• **Problem description**
Using the records below, count the lines with "Government" in them. Give the number only.

*** Records provided ***

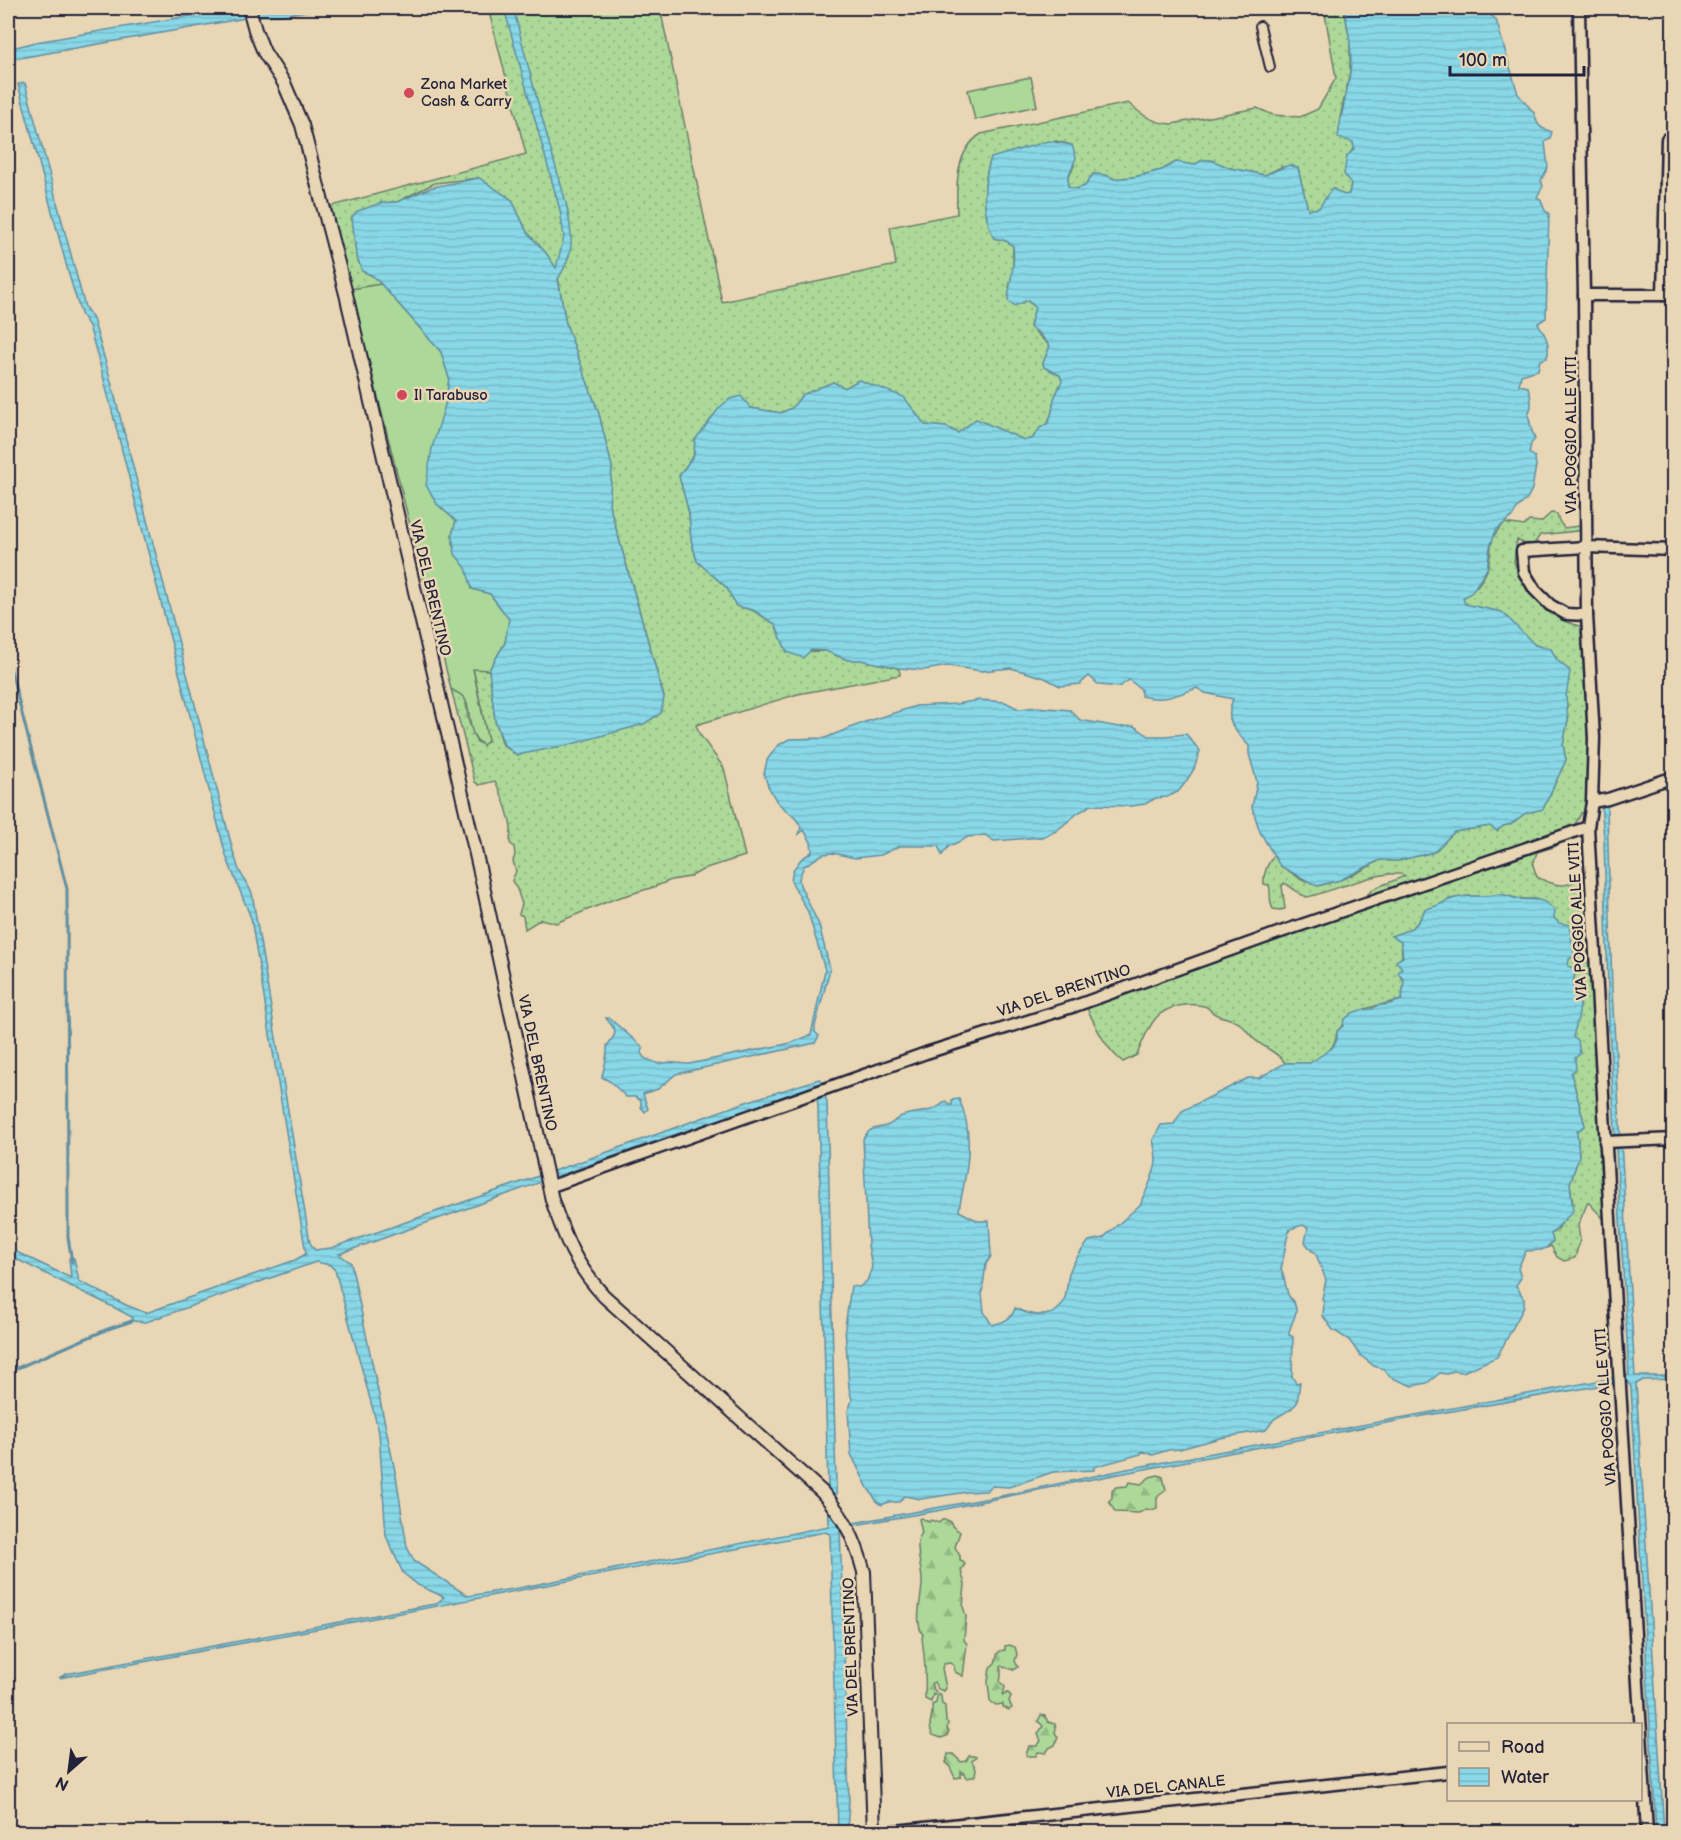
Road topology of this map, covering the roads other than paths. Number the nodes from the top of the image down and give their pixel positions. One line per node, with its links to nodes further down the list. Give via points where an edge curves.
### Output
1 (249, 8): 16 (street, VIA DEL BRENTINO, via 264,52 284,83 302,124 343,284)
2 (1579, 8): 6 (street, VIA POGGIO ALLE VITI)
3 (1260, 26): 4 (street)
4 (1270, 67)
5 (1667, 139): 7 (street)
6 (1584, 295): 7 (street); 8 (street, VIA POGGIO ALLE VITI)
7 (1668, 295)
8 (1586, 548): 9 (street); 10 (street, VIA POGGIO ALLE VITI); 10 (street, via 1522,551 1524,572 1550,605 1566,614)
9 (1674, 550)
10 (1587, 615): 12 (street, VIA POGGIO ALLE VITI, via 1594,738)
11 (1674, 777): 12 (street)
12 (1592, 802): 13 (street, VIA POGGIO ALLE VITI)
13 (1588, 827): 15 (street, VIA POGGIO ALLE VITI); 16 (street, VIA DEL BRENTINO, via 811,1095)
14 (1674, 1139): 15 (street)
15 (1614, 1142): 17 (street, VIA POGGIO ALLE VITI, via 1619,1372)
16 (548, 1180): 20 (street, VIA DEL BRENTINO, via 566,1240 585,1275 822,1492 838,1510 857,1545 864,1572)
17 (1639, 1723)
18 (1642, 1766): 22 (street, VIA POGGIO ALLE VITI)
19 (1447, 1772): 21 (street, VIA DEL CANALE)
20 (874, 1833)
21 (886, 1833)
22 (1647, 1833)

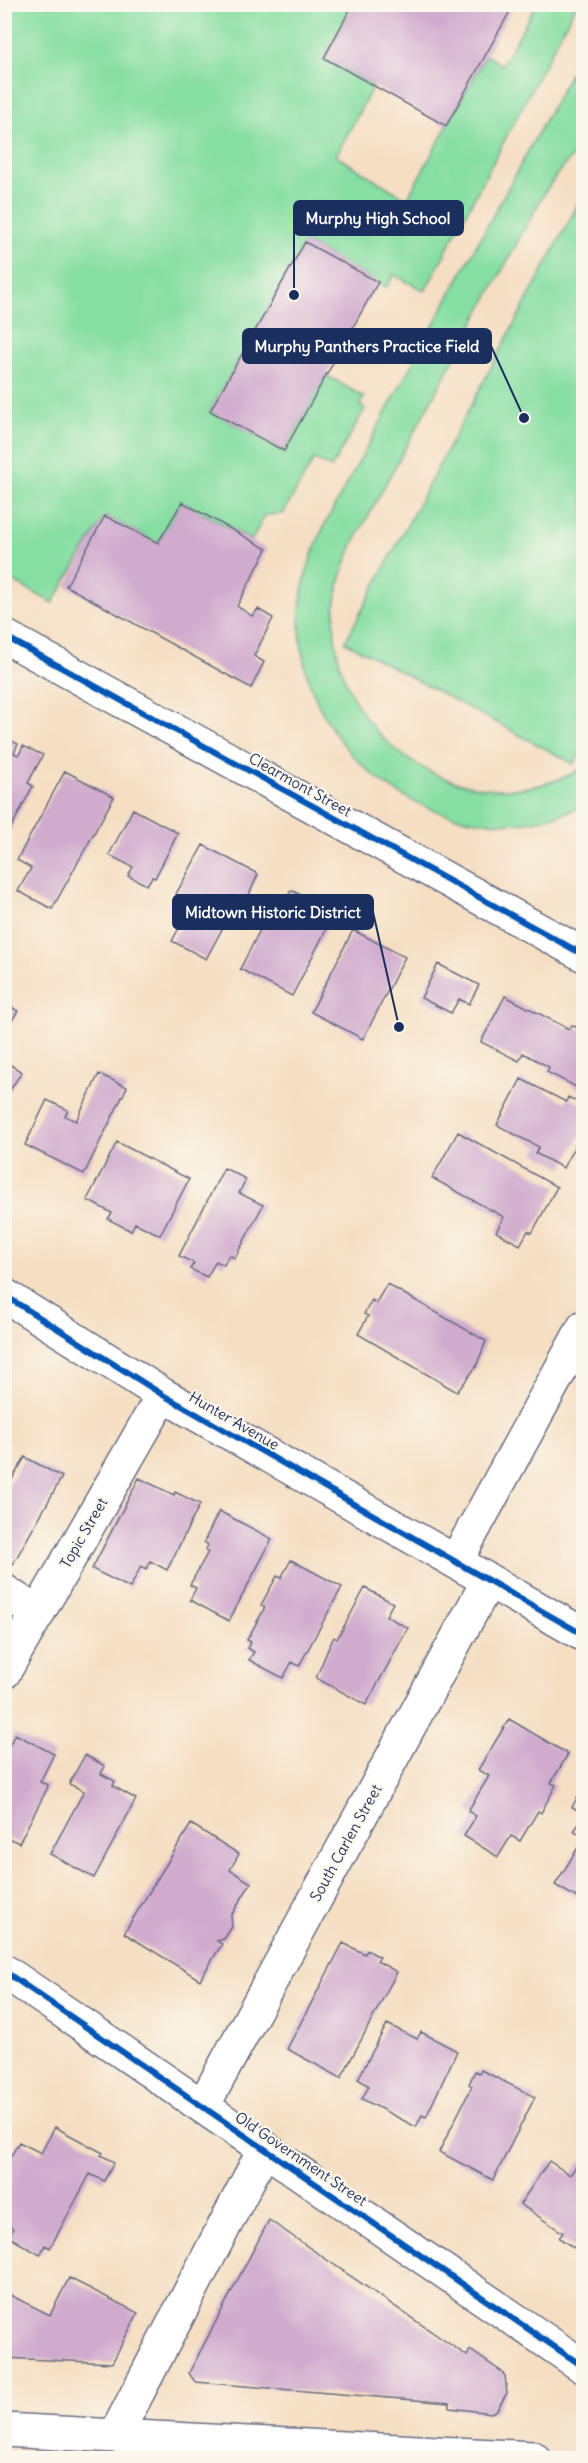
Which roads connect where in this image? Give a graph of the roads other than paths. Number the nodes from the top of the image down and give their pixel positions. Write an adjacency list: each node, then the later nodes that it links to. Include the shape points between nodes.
1 (4, 636): 2 (street, Clearmont Street)
2 (584, 955)
3 (4, 1294): 5 (street, Hunter Avenue)
4 (584, 1327): 6 (street)
5 (163, 1395): 6 (street, Hunter Avenue); 9 (street, Topic Street)
6 (456, 1561): 7 (street, Hunter Avenue)
7 (489, 1581): 10 (street); 13 (street, South Carlen Street)
8 (4, 1591): 9 (street)
9 (38, 1614): 11 (street, Topic Street)
10 (584, 1635)
11 (4, 1672)
12 (4, 1971): 13 (street, Old Government Street)
13 (203, 2106): 14 (street, Old Government Street)
14 (265, 2148): 15 (street, Old Government Street); 17 (street)
15 (584, 2367)
16 (4, 2430): 17 (street)
17 (116, 2436): 18 (street)
18 (254, 2451): 19 (street)
19 (330, 2453): 20 (street)
20 (447, 2456): 21 (street)
21 (533, 2458)

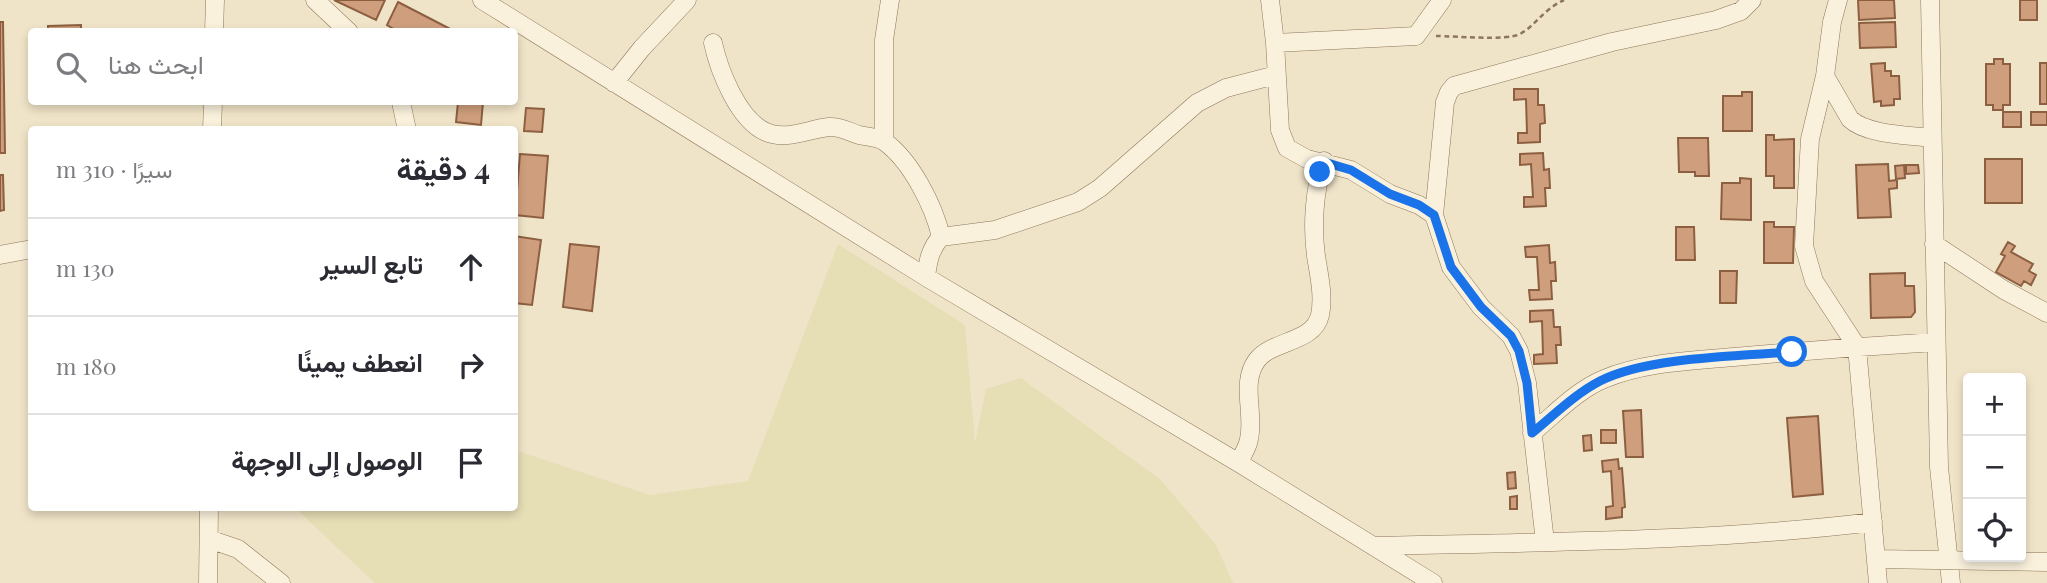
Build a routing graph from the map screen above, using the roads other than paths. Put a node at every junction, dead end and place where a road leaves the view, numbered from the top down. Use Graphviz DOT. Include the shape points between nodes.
graph roads {
  1 [pos="215,0"];
  2 [pos="316,0"];
  3 [pos="482,0"];
  4 [pos="687,0"];
  5 [pos="890,0"];
  6 [pos="1270,0"];
  7 [pos="1442,0"];
  8 [pos="1752,0"];
  9 [pos="1838,0"];
  10 [pos="1930,0"];
  11 [pos="214,28"];
  12 [pos="345,28"];
  13 [pos="713,43"];
  14 [pos="1275,43"];
  15 [pos="1276,75"];
  16 [pos="1825,76"];
  17 [pos="614,83"];
  18 [pos="213,105"];
  19 [pos="402,105"];
  20 [pos="212,126"];
  21 [pos="406,126"];
  22 [pos="1932,138"];
  23 [pos="884,141"];
  24 [pos="1324,162"];
  25 [pos="1434,215"];
  26 [pos="941,237"];
  27 [pos="1934,244"];
  28 [pos="28,250"];
  29 [pos="0,255"];
  30 [pos="926,277"];
  31 [pos="2047,313"];
  32 [pos="1936,342"];
  33 [pos="1857,347"];
  34 [pos="1532,433"];
  35 [pos="1239,463"];
  36 [pos="209,511"];
  37 [pos="1872,522"];
  38 [pos="209,539"];
  39 [pos="1545,542"];
  40 [pos="1372,546"];
  41 [pos="1877,559"];
  42 [pos="1949,560"];
  43 [pos="2047,562"];
  44 [pos="208,583"];
  45 [pos="281,583"];
  46 [pos="1433,583"];
  47 [pos="1878,583"];
  48 [pos="1951,583"];
  1 -- 11 [label="street"];
  2 -- 12 [label="street"];
  3 -- 17 [label="street"];
  4 -- 17 [label="street"];
  5 -- 23 [label="street" via="884,40"];
  6 -- 14 [label="street"];
  7 -- 14 [label="street" via="1416,36"];
  8 -- 25 [label="street" via="1741,11 1716,20 1612,42 1454,86 1445,102"];
  9 -- 16 [label="street"];
  10 -- 22 [label="street"];
  13 -- 23 [label="street" via="717,63 742,111 765,132 789,135 837,127"];
  14 -- 15 [label="street"];
  15 -- 24 [label="street" via="1280,130 1287,148"];
  15 -- 26 [label="street" via="1226,88 1197,103 1078,202 995,230"];
  16 -- 22 [label="street" via="1855,124"];
  16 -- 33 [label="street" via="1810,139 1804,246 1814,281"];
  17 -- 30 [label="street"];
  18 -- 20 [label="street"];
  19 -- 21 [label="street"];
  22 -- 27 [label="street"];
  23 -- 26 [label="street" via="922,189"];
  24 -- 25 [label="street" via="1351,170"];
  24 -- 35 [label="street" via="1315,201 1319,320 1295,340 1260,356 1254,365 1249,439"];
  25 -- 34 [label="street" via="1451,267 1519,351"];
  26 -- 30 [label="street" via="934,244"];
  27 -- 31 [label="street"];
  27 -- 32 [label="street"];
  28 -- 29 [label="street"];
  30 -- 35 [label="street"];
  32 -- 33 [label="street"];
  32 -- 42 [label="street" via="1940,477"];
  33 -- 34 [label="street" via="1673,362 1630,370 1601,380"];
  33 -- 37 [label="street"];
  34 -- 39 [label="street"];
  35 -- 40 [label="street"];
  36 -- 38 [label="street"];
  37 -- 39 [label="street" via="1792,532"];
  37 -- 41 [label="street"];
  38 -- 44 [label="street"];
  38 -- 45 [label="street" via="238,549"];
  39 -- 40 [label="street"];
  40 -- 46 [label="street"];
  41 -- 42 [label="street"];
  41 -- 47 [label="street"];
  42 -- 43 [label="street"];
  42 -- 48 [label="street"];
}
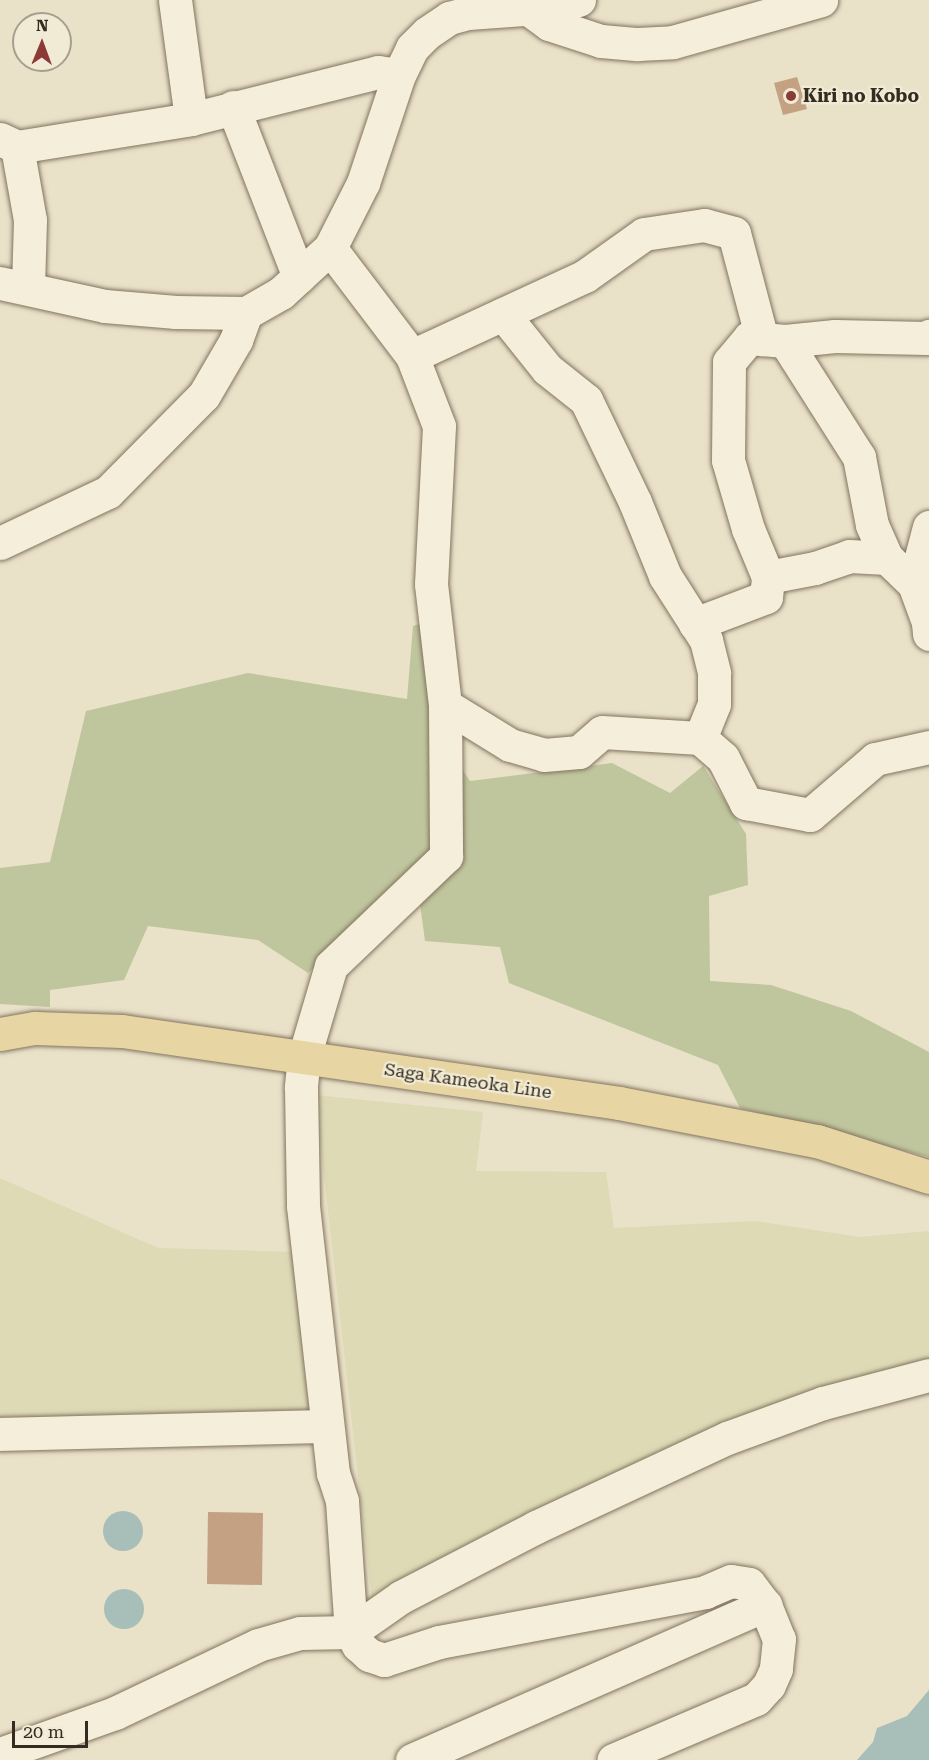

*** End of Records provided ***

• **Exercise answer**
3